On the south side of the village, begins the Downs and the start of the Clayton to Offham Escarpment Site of Special Scientific Interest (SSSI), which stretches east almost as far as Lewes. The scarp slope below Clayton's windmills and as far east as Clayton Holt, has been described by David Bangs, a Sussex field naturalist, as "one of nature's self-grown orchards". Few sites on this part of the Downs can match its richness. There are blackberries, crab apple, four species of Rose, including the apple-scented sweet briar. There are is also sloe berries, pink and orange spindle berries and buckthorn. There may be as many at least twenty-five scrub species, eighteen of which have fleshy and colourful fruits and eleven of which of are members of the rose family. Robin's pincushion can be seen on the roses and dogwood.

==Clayton Holt==
On the scarp is Clayton Holt, a downland wood with at least thirteen ancient woodland indicator species, including two big hybrid large-leaved/small-leaved limes growing at the base of slope. Up until 1838 there was a large-leaved lime there, a true relic of past forests. The wood is also one of the best places on the Downs to see veteran beeches. The lesser butterfly orchid, which is much rarer than its ‘greater’ cousin, has also been found there. Fungi are mostly found along the base of slope or on the rotting trunks of fallen beech. Under the beech there are several earthstar fungi.

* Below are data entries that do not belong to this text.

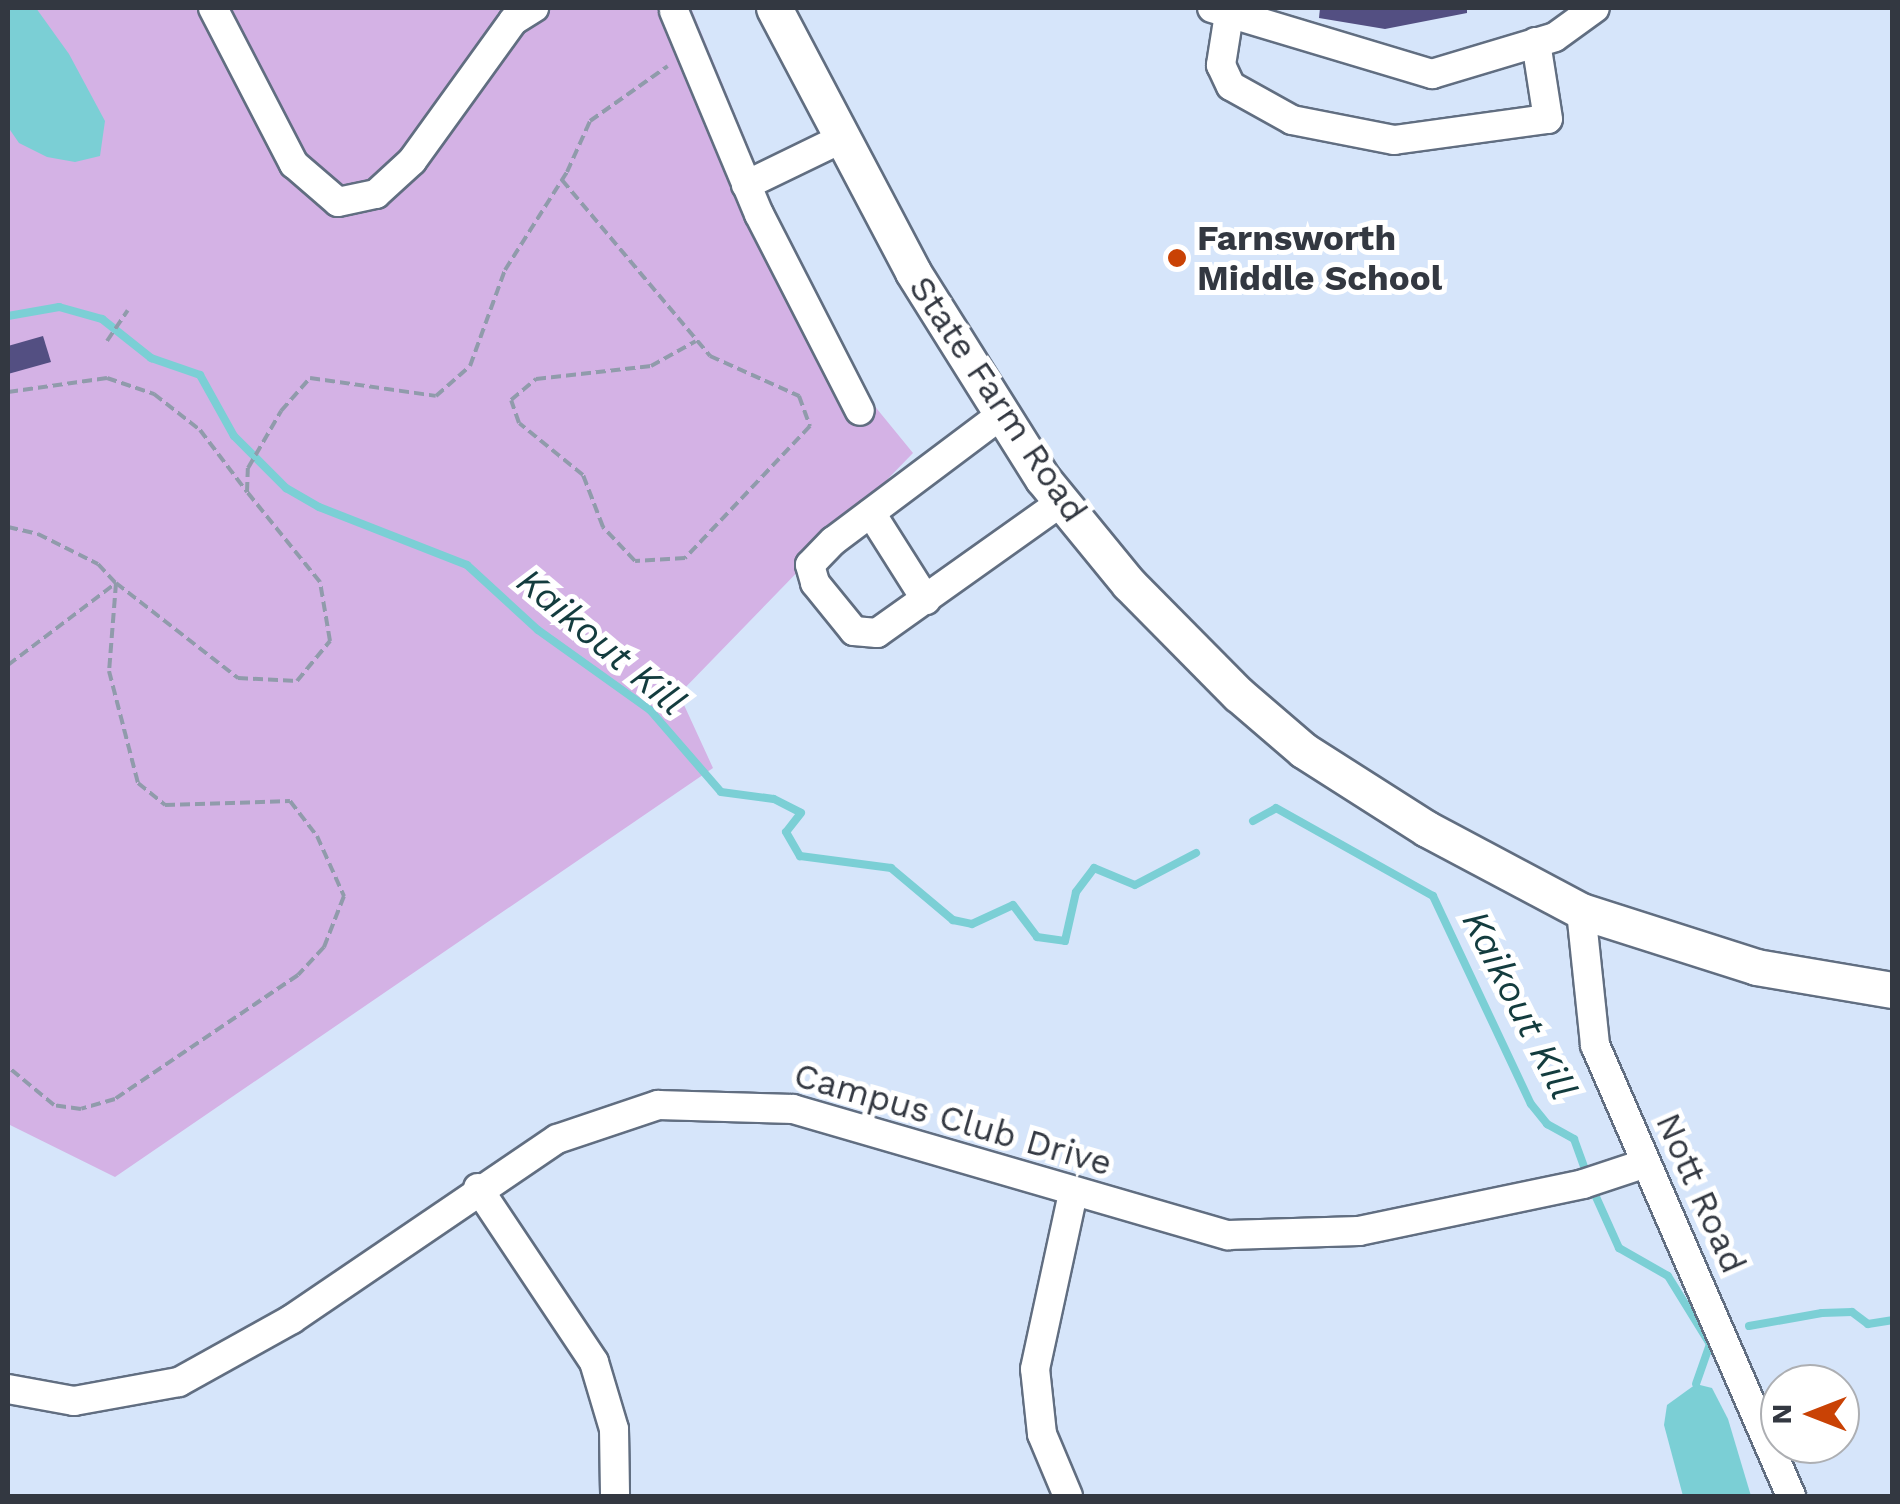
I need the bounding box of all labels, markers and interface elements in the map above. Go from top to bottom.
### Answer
place label: Farnsworth Middle School [1197,217,1442,299]
marker: Farnsworth Middle School [1166,247,1188,269]
street label: State Farm Road [900,268,1096,530]
water label: Kaikout Kill [507,558,695,726]
water label: Kaikout Kill [1452,903,1586,1107]
street label: Campus Club Drive [789,1054,1117,1184]
street label: Nott Road [1647,1107,1755,1279]
north arrow [1760,1364,1860,1464]
text: N [1765,1404,1798,1424]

Clayton Holt and its surrounding woodland is the setting of the rural fantasy book - Jamie and the Tree Troll: a new legend(sic) of the South Downs in Sussex, by Zsolt Kerekes

==Recreation==
For the size of village there is a large recreation ground located at the west end of the village with a village hall, children's play area and two football pitches.

Dame Vera Lynn and her husband bought the twenty two room house, Clayton Holt in 1944 with its 198 acres of land after her return from entertaining troops in Burma.

==Notable people==
Elizabeth Hitchener was born in 1783 and brought up here where her father ran the Friar's Oak inn. Hitchener was a schoolteacher who was a soul mate of Percy Bysshe Shelley.

Katie Johnson, an actress best known for her acclaimed performance as the elderly Mrs Wilberforce in the 1955 film The Ladykillers, was born here in 1878.

Sir Edward Michelborne, a soldier and adventurer, who also held a seat in Parliament lived at Hammonds Place.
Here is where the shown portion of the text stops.